La littérature provençale, en dehors des allusions que l’on trouve dans les curieux catalogues de jongleur de Guiraut de Cabreira, de Guiraut de Calanson et de Bertran de Paris du Rouergue, en fournit deux d’Arnaut de Marveil, précieuses par leur ancienneté (entre 1170 et 1200), dont une, qui est unique, rappelle les amours d’Étéocle et de Salemandre, et, au xiiie siècle, une dans Flamenca : d’autres encore dans le Tezaur de Peire de Corbiac, dans une pièce allégorique du Catalan Andrea Febrer, etc.

Dans un poème italien en octaves du xive siècle récemment publié[1], qui est une espèce de répertoire de jongleur, la légende thébaine, qui se rattache à notre roman, occupe autant de place que la légende de Troie. L’auteur fait allusion à un poème en 36 chants, sans doute définitivement perdu, et à une histoire de Thèbes en 80 chapitres, qui semble conservée, sous deux formes différentes, dans deux manuscrits de la bibliothèque de Saint-Marc, à Venise : il nous est toutefois impossible d’affirmer si ces imitations se rattachent directement au roman, ou bien aux rédactions en prose dont il nous reste à nous occuper.

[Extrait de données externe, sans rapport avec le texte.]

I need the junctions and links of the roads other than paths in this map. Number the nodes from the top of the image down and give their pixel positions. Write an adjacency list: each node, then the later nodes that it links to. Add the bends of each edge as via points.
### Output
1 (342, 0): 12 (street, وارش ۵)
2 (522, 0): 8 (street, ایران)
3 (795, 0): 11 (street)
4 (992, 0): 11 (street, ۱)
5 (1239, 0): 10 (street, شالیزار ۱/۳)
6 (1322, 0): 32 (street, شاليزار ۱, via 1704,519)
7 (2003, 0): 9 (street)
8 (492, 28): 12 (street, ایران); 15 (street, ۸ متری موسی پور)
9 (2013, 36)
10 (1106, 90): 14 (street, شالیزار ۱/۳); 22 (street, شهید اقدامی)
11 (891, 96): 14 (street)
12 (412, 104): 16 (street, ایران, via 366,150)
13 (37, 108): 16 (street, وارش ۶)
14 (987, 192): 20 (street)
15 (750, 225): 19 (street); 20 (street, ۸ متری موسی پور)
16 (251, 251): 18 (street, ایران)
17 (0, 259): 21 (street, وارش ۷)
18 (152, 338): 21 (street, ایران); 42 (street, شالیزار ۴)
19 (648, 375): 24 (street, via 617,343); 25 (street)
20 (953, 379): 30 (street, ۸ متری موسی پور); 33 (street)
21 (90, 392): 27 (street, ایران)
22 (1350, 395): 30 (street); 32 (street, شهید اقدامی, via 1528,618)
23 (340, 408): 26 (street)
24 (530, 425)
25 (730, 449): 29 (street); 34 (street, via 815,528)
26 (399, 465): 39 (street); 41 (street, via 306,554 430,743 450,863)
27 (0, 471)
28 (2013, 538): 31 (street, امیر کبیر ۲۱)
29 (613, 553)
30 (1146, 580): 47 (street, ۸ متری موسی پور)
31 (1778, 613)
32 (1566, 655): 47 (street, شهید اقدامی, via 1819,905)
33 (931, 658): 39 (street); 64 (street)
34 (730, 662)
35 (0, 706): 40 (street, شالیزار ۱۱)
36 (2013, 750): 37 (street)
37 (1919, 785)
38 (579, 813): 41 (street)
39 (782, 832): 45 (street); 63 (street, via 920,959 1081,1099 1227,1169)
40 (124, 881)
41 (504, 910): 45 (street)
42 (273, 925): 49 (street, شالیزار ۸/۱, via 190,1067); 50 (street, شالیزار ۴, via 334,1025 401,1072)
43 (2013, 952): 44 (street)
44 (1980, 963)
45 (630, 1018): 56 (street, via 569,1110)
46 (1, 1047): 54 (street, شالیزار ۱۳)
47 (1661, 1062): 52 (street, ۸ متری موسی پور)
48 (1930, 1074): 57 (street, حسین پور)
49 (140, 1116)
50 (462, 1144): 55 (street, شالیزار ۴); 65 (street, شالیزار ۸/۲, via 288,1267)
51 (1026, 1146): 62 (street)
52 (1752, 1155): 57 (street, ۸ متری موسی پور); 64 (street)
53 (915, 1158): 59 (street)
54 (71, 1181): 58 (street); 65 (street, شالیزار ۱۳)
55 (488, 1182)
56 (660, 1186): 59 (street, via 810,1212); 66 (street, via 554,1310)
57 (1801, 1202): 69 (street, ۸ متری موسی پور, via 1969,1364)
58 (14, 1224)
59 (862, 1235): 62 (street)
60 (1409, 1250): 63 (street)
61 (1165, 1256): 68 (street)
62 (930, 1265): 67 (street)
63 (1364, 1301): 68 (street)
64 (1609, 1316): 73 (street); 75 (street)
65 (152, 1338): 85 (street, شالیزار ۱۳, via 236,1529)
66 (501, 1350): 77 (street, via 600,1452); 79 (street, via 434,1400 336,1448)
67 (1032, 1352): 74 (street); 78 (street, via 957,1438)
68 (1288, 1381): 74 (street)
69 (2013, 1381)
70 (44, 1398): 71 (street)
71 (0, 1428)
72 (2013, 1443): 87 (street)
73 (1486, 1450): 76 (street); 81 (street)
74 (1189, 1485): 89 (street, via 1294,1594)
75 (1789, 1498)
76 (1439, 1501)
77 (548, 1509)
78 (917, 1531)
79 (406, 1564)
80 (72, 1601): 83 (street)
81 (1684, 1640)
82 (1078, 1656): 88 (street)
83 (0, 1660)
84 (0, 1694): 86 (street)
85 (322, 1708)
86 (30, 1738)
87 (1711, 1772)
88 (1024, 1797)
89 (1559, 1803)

3. Rédactions en prose. — Nous possédons deux rédactions en prose du Roman de Thèbes, dont la seconde ne se distingue de la première que par un peu de délayage. Celle-ci[2] ne saurait être postérieure à 1230, puisqu’elle fait partie d’une compilation

  1. Par M. Pio Rajna, dans la Zeitschrift für romanische Philologie, II, 220 et suiv. et 419 et suiv.
  2. Elle a été imprimée au xvie siècle sous le nom de Edipus et réimprimée de nos jours dans la collection Silvestre.